Stored entries:
=-=-=

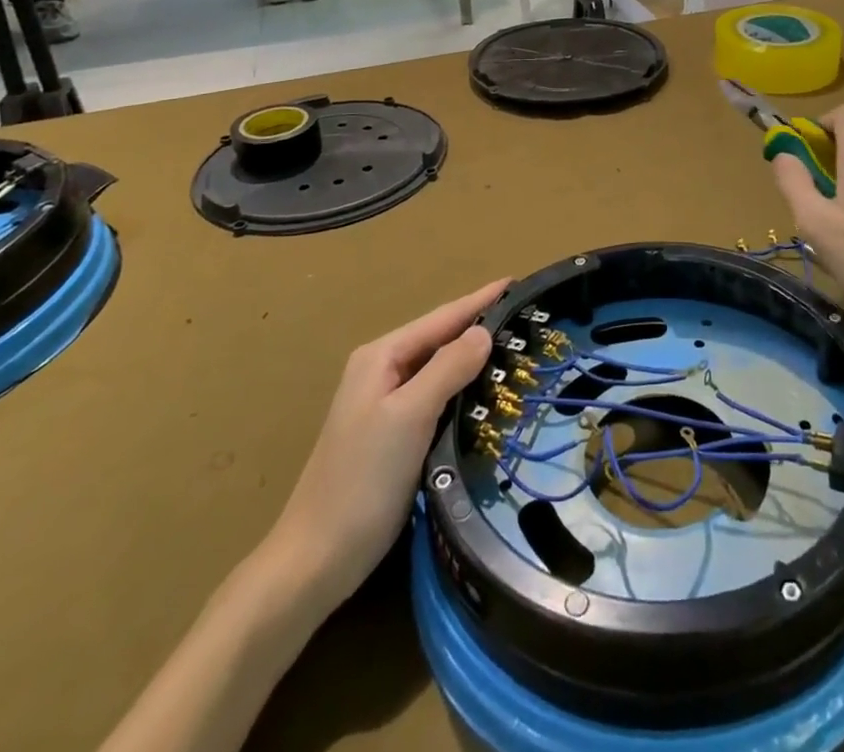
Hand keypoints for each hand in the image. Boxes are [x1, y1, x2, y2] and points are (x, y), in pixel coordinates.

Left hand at [257, 279, 505, 605]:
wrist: (315, 562)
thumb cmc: (362, 481)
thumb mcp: (409, 416)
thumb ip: (448, 368)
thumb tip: (484, 331)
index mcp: (381, 357)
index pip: (442, 318)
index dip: (480, 300)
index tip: (518, 282)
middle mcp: (381, 372)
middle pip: (440, 340)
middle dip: (480, 327)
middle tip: (527, 318)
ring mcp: (385, 405)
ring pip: (440, 370)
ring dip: (474, 359)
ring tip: (517, 349)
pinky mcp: (393, 436)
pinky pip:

=-=-=

Work to complete » Set down exactly the lines running from the beginning of the entries above to the line that contains "index pip: (442, 318)", including both, and leave out pictures.

Result »
Hand keypoints for each hand in the image. Boxes are [x1, y1, x2, y2] and points are (x, y), in pixel coordinates.

Left hand at [257, 279, 505, 605]:
wrist: (315, 562)
thumb cmc: (362, 481)
thumb mcp: (409, 416)
thumb ip: (448, 368)
thumb tip: (484, 331)
index mcp: (381, 357)
index pip: (442, 318)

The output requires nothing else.